I couldn’t help but be reminded of several other films while watching Hill 24 Doesn’t Answer, the two most significant of which were made prior to Hill 24. I really can’t help wondering if Thorold Dickinson was heavily influenced by The Third Man and All Quiet on the Western Front, or if the similarities are honest coincidences. The Third Man’s influence is most notable in Jim’s flashback. In it, we see that while the British have some sort of control on the turmoil-ridden city of Haifa, there are rebel fighters at every turn. There is so much rubble and confusion and a sense of barely-withheld anarchy that one could easily transplant Jim’s Haifa for Harry Lime’s Vienna. All Quiet on the Western Front, on the other hand, shows a very heavy influence in both Allan’s story, as his transition from thrill-seeking naïve tourist to war-hardened, disillusioned soldier is played out in very similar terms to that of Lew Ayres’ Paul. And in the final segment of Hill 24, where David tells his story, all I could think of, ALL I COULD THINK OF, was the scene in All Quiet on the Western Front where Paul is trapped in a bomb crater with a wounded French soldier, the enemy. There are imprints of All Quiet on the Western Front all over this film. I don’t necessarily think that a bad thing – All Quiet on the Western Front is an amazing film – but derivative is still derivative.

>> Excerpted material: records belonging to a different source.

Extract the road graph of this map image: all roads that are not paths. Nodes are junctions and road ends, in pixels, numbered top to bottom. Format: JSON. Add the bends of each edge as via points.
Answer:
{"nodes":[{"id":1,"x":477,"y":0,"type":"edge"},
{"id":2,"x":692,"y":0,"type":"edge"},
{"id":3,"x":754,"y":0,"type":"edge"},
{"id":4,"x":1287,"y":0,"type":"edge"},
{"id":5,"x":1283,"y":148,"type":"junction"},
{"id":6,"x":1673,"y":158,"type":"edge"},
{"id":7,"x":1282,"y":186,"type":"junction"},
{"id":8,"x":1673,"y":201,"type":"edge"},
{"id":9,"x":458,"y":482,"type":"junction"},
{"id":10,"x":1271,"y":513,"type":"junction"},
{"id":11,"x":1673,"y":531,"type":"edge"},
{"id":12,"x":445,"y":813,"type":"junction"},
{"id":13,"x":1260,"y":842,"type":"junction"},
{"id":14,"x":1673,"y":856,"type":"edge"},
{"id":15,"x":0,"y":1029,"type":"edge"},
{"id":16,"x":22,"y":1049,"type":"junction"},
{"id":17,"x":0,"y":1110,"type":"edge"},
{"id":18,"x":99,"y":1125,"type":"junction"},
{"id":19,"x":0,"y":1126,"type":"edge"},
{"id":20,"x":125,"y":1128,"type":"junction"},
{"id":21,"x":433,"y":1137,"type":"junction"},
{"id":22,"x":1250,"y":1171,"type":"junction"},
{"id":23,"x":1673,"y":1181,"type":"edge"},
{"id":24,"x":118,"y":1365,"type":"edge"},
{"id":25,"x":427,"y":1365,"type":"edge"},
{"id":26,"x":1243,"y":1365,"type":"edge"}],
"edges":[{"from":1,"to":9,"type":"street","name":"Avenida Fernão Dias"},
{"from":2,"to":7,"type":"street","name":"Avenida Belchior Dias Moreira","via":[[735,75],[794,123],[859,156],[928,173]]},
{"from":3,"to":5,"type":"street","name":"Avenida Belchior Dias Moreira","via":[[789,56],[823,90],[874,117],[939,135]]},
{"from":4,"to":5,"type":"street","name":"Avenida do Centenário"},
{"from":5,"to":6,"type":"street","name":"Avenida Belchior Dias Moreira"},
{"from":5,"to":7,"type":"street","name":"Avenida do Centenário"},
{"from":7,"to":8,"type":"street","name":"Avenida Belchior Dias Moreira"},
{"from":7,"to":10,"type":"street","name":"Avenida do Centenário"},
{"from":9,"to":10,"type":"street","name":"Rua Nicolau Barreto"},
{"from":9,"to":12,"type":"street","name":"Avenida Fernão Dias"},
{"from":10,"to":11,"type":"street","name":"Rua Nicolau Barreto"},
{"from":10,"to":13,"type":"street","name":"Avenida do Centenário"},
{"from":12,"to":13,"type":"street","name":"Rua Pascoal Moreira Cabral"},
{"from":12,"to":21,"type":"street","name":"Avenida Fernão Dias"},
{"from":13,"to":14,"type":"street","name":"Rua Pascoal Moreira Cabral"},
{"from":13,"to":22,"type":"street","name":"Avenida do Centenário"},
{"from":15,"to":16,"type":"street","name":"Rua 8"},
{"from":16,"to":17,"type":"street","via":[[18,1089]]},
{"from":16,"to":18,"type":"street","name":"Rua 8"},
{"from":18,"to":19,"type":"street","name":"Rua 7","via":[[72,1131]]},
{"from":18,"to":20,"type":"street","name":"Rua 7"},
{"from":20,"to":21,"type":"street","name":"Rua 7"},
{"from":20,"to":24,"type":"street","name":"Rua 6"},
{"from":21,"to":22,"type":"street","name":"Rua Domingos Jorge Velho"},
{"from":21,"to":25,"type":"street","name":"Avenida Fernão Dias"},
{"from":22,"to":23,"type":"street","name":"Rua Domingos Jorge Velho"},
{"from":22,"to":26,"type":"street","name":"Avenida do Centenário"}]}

Really, if I’m being honest with myself, I expected something far worse from Hill 24 Doesn’t Answer. I expected this film to be in the book for the sole reason that it’s the first Israeli film, and not on the benefit of the film itself. But I was wrong. Hill 24 packs a punch. Not a huge punch, sure, but it’s there. It’s a bit of a shame this film is so hard to find.
Arbitrary Rating: 7/10. Oh, and did I mention that the print SUCKS? It’s hard to watch – not because of the film itself, but the graininess is almost too much and definitely detracts from the viewing experience.